Two full Artisan Legions, nearly ten thousand men, had been redeployed from their work in Italy and marched north. They were the tip of the spear of Alex's new domestic doctrine, and the construction of Vulcania was to be their ultimate test. The scene was one of monumental, disciplined industry. This was not the chaotic, whip-driven labor of slaves building a pyramid; this was the methodical, efficient work of a military organization. Entire hillsides of ancient forest were felled, the timber not burned, but processed with terrifying speed by water-powered sawmills that Celer's engineers had constructed along a newly diverted river. The river itself, its course altered by a masterfully built Roman dam, now drove the very machines that would build the city that tamed it.

The legionaries, wielding the advanced tools from the Institute, worked with a relentless pace that stunned the local governors who came to observe. They were not just laborers; they were engineers, carpenters, masons, and smiths, all working from a single, unified blueprint provided by Alex and Celer. They laid down paved roads where there had been only mud tracks, built sturdy wooden barracks, and dug the deep, formidable foundations of what would become the city's outer walls.

Alex was on site for the first month, his presence a constant, driving force. He traded his imperial purple for the rough-spun tunic and heavy leather boots of a field engineer. He stood with Lucius Vitruvius Celer over vast architectural plans laid out on trestle tables, their discussions a mixture of high-level theory and gritty, practical problem-solving. Celer, a man reborn, was in his absolute element. With an almost unlimited budget, a ten-thousand-man workforce of disciplined soldiers, and an Emperor who not only understood his designs but could improve upon them with flashes of impossible insight, he was experiencing an engineer's version of paradise.

But the true heart of Vulcania, the reason for its existence, lay in the blackened, smoke-belching complex being constructed in the city's center. This was the solution to the energy crisis that had threatened to cripple Alex's reforms back in Rome. Lyra's geological surveys, cross-referenced from Elara's data, had identified this specific region as being rich in a resource the Romans had always known of but had never truly understood or valued: coal. They called it lapis niger, the black stone, and had occasionally used it for minor heating, but had always preferred the clean fire of wood charcoal for their forges.

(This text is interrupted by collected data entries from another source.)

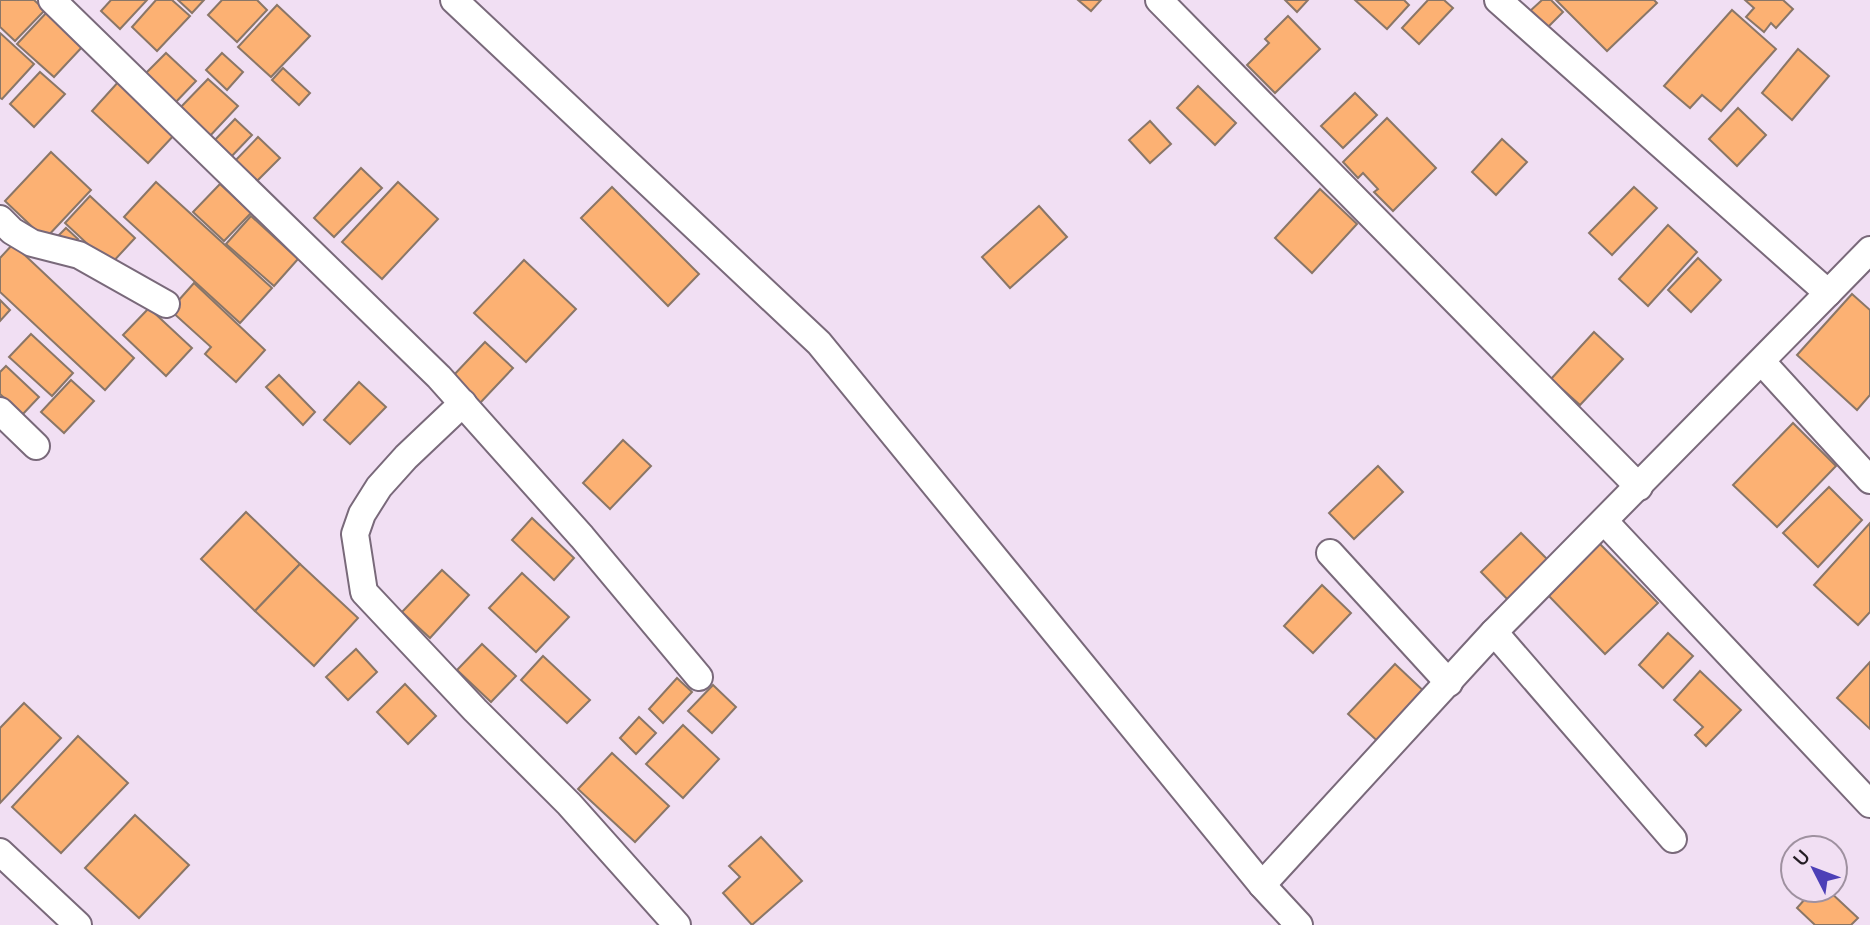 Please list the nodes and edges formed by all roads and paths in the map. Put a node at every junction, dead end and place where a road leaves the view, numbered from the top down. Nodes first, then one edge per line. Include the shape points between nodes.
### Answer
1 (52, 0) edge
2 (454, 0) edge
3 (1159, 0) edge
4 (1498, 0) edge
5 (0, 219) edge
6 (1870, 250) edge
7 (1828, 293) junction
8 (166, 304) dead end
9 (1762, 362) junction
10 (463, 403) junction
11 (0, 411) edge
12 (36, 446) dead end
13 (1870, 480) edge
14 (1639, 487) junction
15 (1605, 522) junction
16 (1330, 553) dead end
17 (1494, 632) junction
18 (699, 677) dead end
19 (1449, 682) junction
20 (1870, 804) edge
21 (1673, 839) dead end
22 (0, 852) edge
23 (1262, 885) junction
24 (78, 925) edge
25 (677, 925) edge
26 (1299, 925) edge

1 - 10 street
2 - 23 street via 819,343
3 - 14 street
4 - 7 street
5 - 8 street via 32,243 79,255
6 - 7 street
7 - 9 street
9 - 13 street
9 - 14 street
10 - 18 street
10 - 25 street via 397,467 362,514 355,534 365,592 569,804
11 - 12 street
14 - 15 street
15 - 17 street
15 - 20 street
16 - 19 street
17 - 19 street
17 - 21 street
19 - 23 street
22 - 24 street
23 - 26 street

Alex, framing it as a "rediscovered technique from the time of the Greeks," demonstrated its true potential. He showed Celer how a furnace fed by coal and supplied with a steady draft of air from a massive, water-powered bellows could achieve temperatures far higher and more sustained than any charcoal fire. Coal was the fuel of an industrial revolution, and Vulcania would be its crucible.

Massive new forges and smelters, far larger and more efficient than the prototypes at the Institute, were constructed. Their tall, brick chimneys rose into the sky, belching thick plumes of dark, greasy smoke, a sight both awe-inspiring and deeply alien to the pristine landscape. This was where the mass production of Ignis Steel would now take place, on a scale sufficient to arm every legion on the northern frontier. This was the Forge of Vulcania, and it was the beating, fiery heart of Alex's new war machine.

During one of his inspection tours, Alex was visited by the aging governor of the neighboring province of Moesia, a traditionalist patrician named Caius Licinius. The governor, who had traveled for a week to see the Emperor's grand project, was visibly horrified by what he found. He stood on a hill overlooking the sprawling construction site, his face a mask of patrician disgust at the raw, industrial ugliness of it all.

"Caesar," he said, his voice tight with disapproval as he gestured to the smoke-filled sky and the river that now ran dark with coal dust and runoff. "What is this place? It is a wound upon the land. A scar. We are Romans. We build beautiful things—temples of white marble, elegant villas. This... this is a goblin-hold."